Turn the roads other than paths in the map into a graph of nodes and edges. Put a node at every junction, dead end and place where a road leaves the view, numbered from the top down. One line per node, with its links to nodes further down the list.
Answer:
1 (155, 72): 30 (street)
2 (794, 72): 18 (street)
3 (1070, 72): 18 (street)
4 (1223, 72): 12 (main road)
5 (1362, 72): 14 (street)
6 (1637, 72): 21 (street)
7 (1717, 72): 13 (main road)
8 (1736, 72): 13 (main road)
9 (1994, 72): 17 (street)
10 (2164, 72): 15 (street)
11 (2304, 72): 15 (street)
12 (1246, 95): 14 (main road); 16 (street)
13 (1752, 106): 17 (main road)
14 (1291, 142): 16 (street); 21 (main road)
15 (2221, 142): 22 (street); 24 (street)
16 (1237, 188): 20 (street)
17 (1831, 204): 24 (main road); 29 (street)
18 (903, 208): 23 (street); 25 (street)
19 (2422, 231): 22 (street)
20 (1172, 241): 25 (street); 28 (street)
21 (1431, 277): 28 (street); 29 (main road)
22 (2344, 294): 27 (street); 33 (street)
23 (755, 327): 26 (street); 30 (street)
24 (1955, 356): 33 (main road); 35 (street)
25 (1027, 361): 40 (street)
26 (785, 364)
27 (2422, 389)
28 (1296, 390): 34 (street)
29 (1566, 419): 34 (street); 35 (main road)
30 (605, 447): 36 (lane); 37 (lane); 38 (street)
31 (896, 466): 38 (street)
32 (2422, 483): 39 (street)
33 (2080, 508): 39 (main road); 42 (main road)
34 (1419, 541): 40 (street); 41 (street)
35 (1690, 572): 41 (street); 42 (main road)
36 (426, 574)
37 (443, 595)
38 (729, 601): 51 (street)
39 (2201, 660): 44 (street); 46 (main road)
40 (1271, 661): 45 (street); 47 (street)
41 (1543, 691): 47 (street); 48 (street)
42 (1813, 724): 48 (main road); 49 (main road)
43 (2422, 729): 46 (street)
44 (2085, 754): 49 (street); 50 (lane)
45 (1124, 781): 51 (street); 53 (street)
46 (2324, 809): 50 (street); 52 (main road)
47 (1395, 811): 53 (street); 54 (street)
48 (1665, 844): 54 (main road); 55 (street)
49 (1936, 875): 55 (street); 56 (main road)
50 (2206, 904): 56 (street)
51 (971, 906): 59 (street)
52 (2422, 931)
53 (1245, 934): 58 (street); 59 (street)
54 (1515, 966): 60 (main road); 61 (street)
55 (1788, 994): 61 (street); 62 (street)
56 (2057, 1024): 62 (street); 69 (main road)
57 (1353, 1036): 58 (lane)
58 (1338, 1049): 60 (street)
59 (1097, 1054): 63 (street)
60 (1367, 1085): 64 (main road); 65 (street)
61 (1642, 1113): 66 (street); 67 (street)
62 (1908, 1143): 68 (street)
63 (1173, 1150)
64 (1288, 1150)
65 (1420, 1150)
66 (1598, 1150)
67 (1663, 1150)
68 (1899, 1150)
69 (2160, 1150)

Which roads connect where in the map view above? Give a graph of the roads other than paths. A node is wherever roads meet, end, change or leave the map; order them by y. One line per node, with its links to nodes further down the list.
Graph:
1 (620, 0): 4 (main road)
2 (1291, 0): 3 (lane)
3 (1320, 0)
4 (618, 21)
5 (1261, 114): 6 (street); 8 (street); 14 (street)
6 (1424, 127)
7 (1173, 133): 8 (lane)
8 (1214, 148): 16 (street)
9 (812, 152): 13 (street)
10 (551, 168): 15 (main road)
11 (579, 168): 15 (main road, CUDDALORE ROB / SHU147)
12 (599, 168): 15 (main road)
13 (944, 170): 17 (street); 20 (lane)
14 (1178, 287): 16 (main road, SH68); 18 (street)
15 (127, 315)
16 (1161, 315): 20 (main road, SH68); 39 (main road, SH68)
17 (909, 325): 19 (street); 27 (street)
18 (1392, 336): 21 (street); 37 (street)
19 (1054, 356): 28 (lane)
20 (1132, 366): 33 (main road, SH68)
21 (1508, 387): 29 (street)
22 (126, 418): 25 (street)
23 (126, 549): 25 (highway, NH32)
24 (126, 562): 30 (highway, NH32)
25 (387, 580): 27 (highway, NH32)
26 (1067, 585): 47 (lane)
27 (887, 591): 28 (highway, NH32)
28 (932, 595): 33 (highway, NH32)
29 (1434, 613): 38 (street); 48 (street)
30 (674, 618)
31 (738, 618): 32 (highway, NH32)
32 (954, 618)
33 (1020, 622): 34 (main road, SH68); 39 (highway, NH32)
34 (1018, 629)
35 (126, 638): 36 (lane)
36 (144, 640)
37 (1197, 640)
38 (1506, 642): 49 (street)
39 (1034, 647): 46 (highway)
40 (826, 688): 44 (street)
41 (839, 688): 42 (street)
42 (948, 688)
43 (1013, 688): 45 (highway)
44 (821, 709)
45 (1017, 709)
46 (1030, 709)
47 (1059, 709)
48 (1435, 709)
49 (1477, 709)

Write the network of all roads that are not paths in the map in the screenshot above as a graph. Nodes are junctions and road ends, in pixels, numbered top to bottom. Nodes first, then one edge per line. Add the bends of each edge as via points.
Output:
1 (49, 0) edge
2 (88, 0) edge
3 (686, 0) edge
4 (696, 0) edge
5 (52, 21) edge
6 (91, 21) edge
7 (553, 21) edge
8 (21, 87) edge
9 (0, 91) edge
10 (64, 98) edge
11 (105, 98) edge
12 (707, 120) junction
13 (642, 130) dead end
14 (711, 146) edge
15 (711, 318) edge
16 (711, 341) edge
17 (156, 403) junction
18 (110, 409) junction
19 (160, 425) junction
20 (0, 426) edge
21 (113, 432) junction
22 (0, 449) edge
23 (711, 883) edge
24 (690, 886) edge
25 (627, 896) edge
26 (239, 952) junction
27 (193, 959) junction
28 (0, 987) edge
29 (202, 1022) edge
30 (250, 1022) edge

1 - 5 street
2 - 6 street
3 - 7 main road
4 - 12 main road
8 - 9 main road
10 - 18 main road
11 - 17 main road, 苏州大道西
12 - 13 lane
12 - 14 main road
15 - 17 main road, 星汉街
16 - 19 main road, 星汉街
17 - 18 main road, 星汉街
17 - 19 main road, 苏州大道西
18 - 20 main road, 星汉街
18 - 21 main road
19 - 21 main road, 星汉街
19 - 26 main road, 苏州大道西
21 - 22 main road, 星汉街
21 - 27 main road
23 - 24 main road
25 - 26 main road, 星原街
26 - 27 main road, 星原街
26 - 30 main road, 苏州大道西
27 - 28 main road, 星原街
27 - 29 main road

___

## Prompt
The word "lane" appears in some lines above. Return every one of those lines.

## Reply
30 (605, 447): 36 (lane); 37 (lane); 38 (street)
44 (2085, 754): 49 (street); 50 (lane)
57 (1353, 1036): 58 (lane)
2 (1291, 0): 3 (lane)
7 (1173, 133): 8 (lane)
13 (944, 170): 17 (street); 20 (lane)
19 (1054, 356): 28 (lane)
26 (1067, 585): 47 (lane)
35 (126, 638): 36 (lane)
12 - 13 lane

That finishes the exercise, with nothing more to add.